- Your task -
For this exercise, reproduce each entry below exactly, excluding pictures.

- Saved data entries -
------------

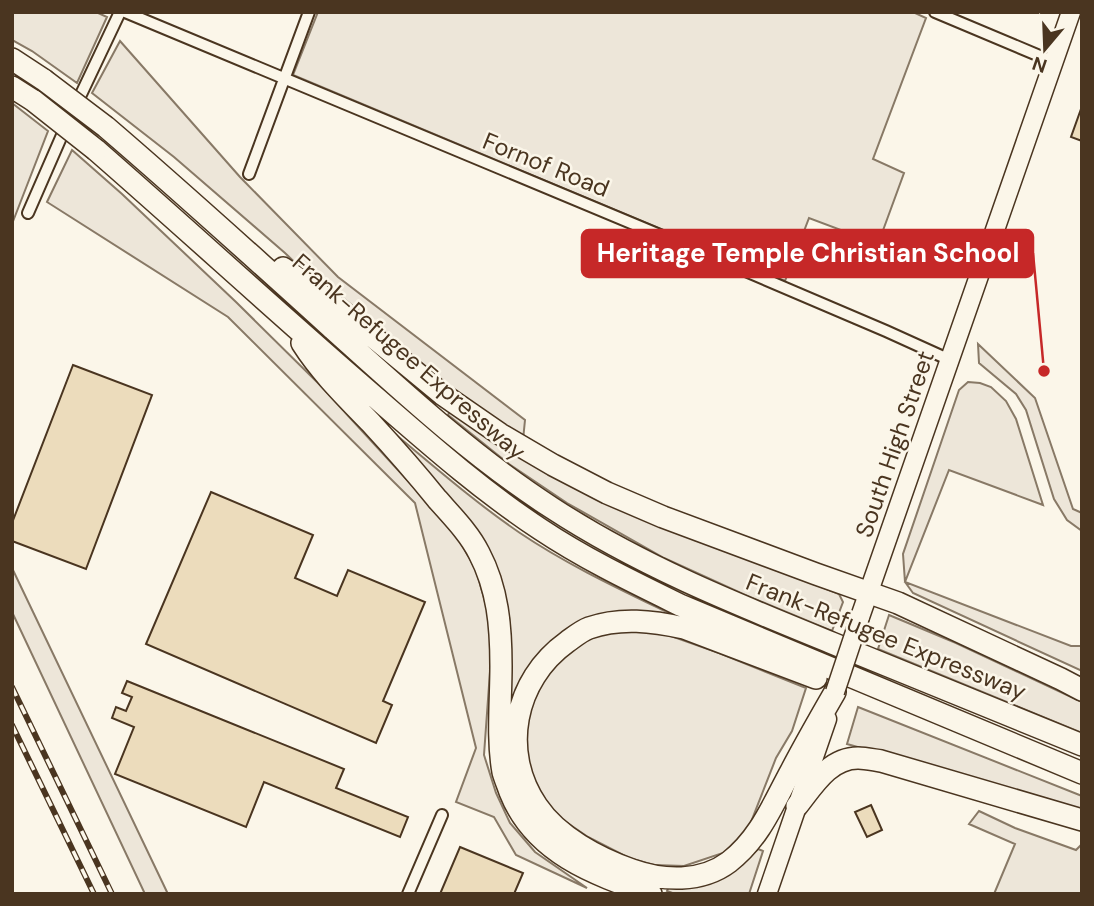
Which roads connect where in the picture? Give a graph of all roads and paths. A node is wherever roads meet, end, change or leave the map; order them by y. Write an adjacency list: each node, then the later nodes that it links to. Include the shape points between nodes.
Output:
1 (123, 12): 7 (street, Fornof Road); 11 (street)
2 (309, 12): 7 (street)
3 (935, 12): 6 (street)
4 (1071, 12): 6 (main road, South High Street)
5 (12, 59): 10 (highway, Frank-Refugee Expressway, bridge, via 106,127)
6 (1054, 61): 13 (main road, South High Street)
7 (283, 79): 9 (street); 13 (street, Fornof Road)
8 (12, 87): 12 (highway, Frank-Refugee Expressway, bridge, via 96,150)
9 (249, 173)
10 (202, 210): 14 (highway, via 327,299 442,394 526,450 663,517); 18 (highway, Frank-Refugee Expressway, via 426,412 556,511 690,583)
11 (28, 213)
12 (288, 321): 19 (highway, Frank-Refugee Expressway, via 474,482 624,579); 25 (highway, via 316,365 397,451 479,553 497,602 501,634 503,774 525,821 563,857)
13 (950, 360): 14 (main road, South High Street)
14 (868, 593): 15 (highway); 16 (main road, South High Street, bridge)
15 (1082, 690)
16 (835, 692): 17 (highway)
17 (816, 734): 19 (highway, via 743,850 707,873 666,878 599,856 548,820 520,770 516,728 530,683 558,648 588,629 644,621 684,628 962,733); 21 (main road)
18 (1082, 745)
19 (1030, 751): 20 (highway, Frank-Refugee Expressway)
20 (1082, 773)
21 (797, 806): 23 (highway, via 822,774 856,758 881,761); 26 (main road)
22 (442, 815): 24 (street)
23 (1082, 820)
24 (408, 894)
25 (651, 894)
26 (767, 894)

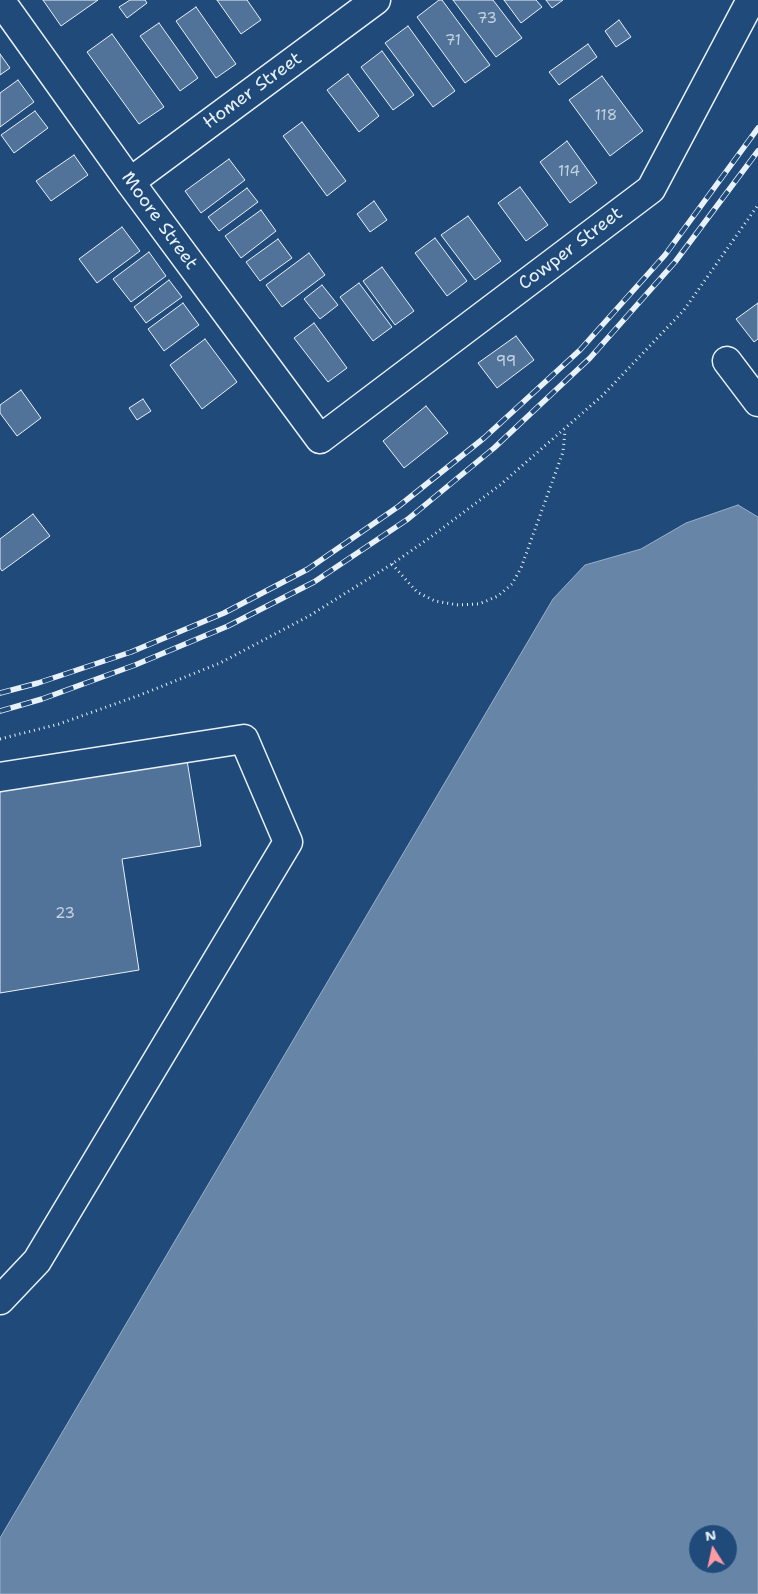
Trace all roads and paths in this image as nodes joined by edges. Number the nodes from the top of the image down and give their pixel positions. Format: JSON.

------------

- Written solution -
Which roads connect where in the picture? Give a graph of all roads and paths. A node is wherever roads meet, end, change or leave the map; order them by y. Write an adjacency list: each node, then the later nodes that it links to. Include the shape points between nodes.
Output:
1 (123, 12): 7 (street, Fornof Road); 11 (street)
2 (309, 12): 7 (street)
3 (935, 12): 6 (street)
4 (1071, 12): 6 (main road, South High Street)
5 (12, 59): 10 (highway, Frank-Refugee Expressway, bridge, via 106,127)
6 (1054, 61): 13 (main road, South High Street)
7 (283, 79): 9 (street); 13 (street, Fornof Road)
8 (12, 87): 12 (highway, Frank-Refugee Expressway, bridge, via 96,150)
9 (249, 173)
10 (202, 210): 14 (highway, via 327,299 442,394 526,450 663,517); 18 (highway, Frank-Refugee Expressway, via 426,412 556,511 690,583)
11 (28, 213)
12 (288, 321): 19 (highway, Frank-Refugee Expressway, via 474,482 624,579); 25 (highway, via 316,365 397,451 479,553 497,602 501,634 503,774 525,821 563,857)
13 (950, 360): 14 (main road, South High Street)
14 (868, 593): 15 (highway); 16 (main road, South High Street, bridge)
15 (1082, 690)
16 (835, 692): 17 (highway)
17 (816, 734): 19 (highway, via 743,850 707,873 666,878 599,856 548,820 520,770 516,728 530,683 558,648 588,629 644,621 684,628 962,733); 21 (main road)
18 (1082, 745)
19 (1030, 751): 20 (highway, Frank-Refugee Expressway)
20 (1082, 773)
21 (797, 806): 23 (highway, via 822,774 856,758 881,761); 26 (main road)
22 (442, 815): 24 (street)
23 (1082, 820)
24 (408, 894)
25 (651, 894)
26 (767, 894)

Trace all roads and paths in this image as nodes joined by edges. Number the nodes from the top of the image down and give their pixel positions. Format: JSON.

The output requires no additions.